Also $300 for a vet fund is not really enough. I'd say you need at least $800 to be somewhat covered for surgeries and what not, generally more if you are going to take on raising a litter and the possibilities that may arise. Since you have multiple rats though, I'd try put away a few thousand. Especially since you are now aware of the possible future health problems these rats may have.


----------



## lilangel

*Re: newest girl. i bought her from a reptile breeder knowing she was pregnant*



ema-leigh said:


> Also not that I agree that the first litter was left, thats kind of a no brainer. But no one can say thats the reason why the babies died. I'm sure most of you know if they are going to die, they generally do. Regardless of who was around or not. And from the sounds of it, they had very poor breeding. Likely lots of inbreeding that has strengthened their bad traits.

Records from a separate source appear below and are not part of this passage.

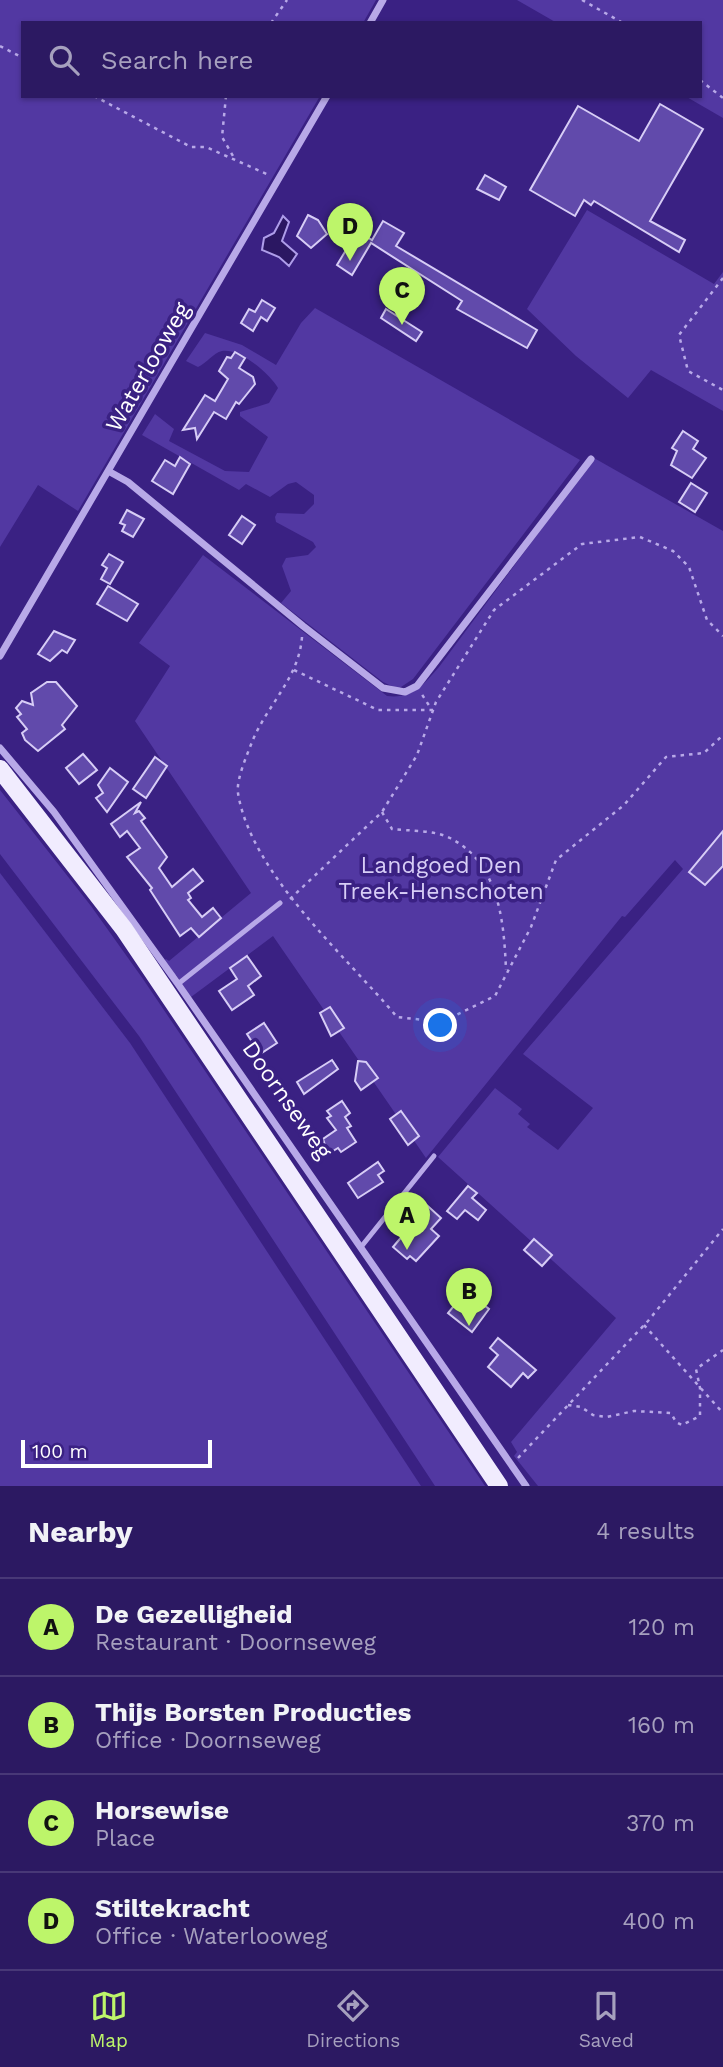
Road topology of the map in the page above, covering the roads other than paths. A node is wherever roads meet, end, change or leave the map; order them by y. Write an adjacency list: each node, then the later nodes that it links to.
1 (383, 0): 2 (street)
2 (371, 21)
3 (326, 98): 5 (street, Waterlooweg)
4 (591, 458): 5 (street)
5 (110, 472): 6 (street, Waterlooweg)
6 (0, 656)
7 (0, 748): 10 (street, Doornseweg)
8 (0, 769): 13 (main road, Doornseweg)
9 (280, 903): 10 (lane)
10 (178, 984): 12 (street, Doornseweg)
11 (434, 1156): 12 (lane)
12 (360, 1247): 14 (street, Doornseweg)
13 (499, 1486)
14 (526, 1486)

That is my thoughts too bad breeding/poor.


----------



## Elizabethm

*Re: newest girl. i bought her from a reptile breeder knowing she was pregnant*



ema-leigh said:


> Thats what I mean, the babies dying is out of everyones control and I don't see the need for some of the comments made. I'm fairly sure that even if you and three of the worlds best rat vets were in the room supervising - the babies would of still passed away. I'm not sure why Hershey passed away? Maybe she went into shock and a baby was stuck?
> 
> Also $300 for a vet fund is not really enough. I'd say you need at least $800 to be somewhat covered for surgeries and what not, generally more if you are going to take on raising a litter and the possibilities that may arise. Since you have multiple rats though, I'd try put away a few thousand. Especially since you are now aware of the possible future health problems these rats may have.


i will definantly get a bigger fund. i had just started with the fund. i got the rats before i had fully known the issues that were possible. i had numerous hampsters and mice when i was younger and i did not know rats were so sensitive. i started saving funds when i found out jojo was pregnant and it was only 1 paycheck before she had her babies. i have definantly learned my lesson about the funds and i wish i coulds have gotten hershey to a vet. none of you know how bad that had hurt me that i couldnt help her. she didnt seem bad until 30 minutes befor she died. i never expected that and she wasnt bleeding badly from what i could see so it must have been an internal problem. after she died i did feel her belly and i didnt feel any lumps or anything so im wondering if it was shock. at least her whole litter is back with her in heavan and maybe hershey will take over jojo's litter too. thats all i can hope for. and speaking as they were destined for feeders i also do not think the genetics are the best either


----------



## ][stacey][

*Re: newest girl. i bought her from a reptile breeder knowing she was pregnant*

this is why i commented to try and make people see both sides of the story altho probably sounded like i was being mean but like i said i was not and if it appeared that way im sorry... the vet comments wasnt saying she should have gone or should not of gone i was just pointed out the contradictions which may have made people say things ... this is an extremely sad and sensitive situation and the pain ur going through must be so upsetting but please know people are here for u and at heart they dont mean to judge but are trying to help in their own way im sure. 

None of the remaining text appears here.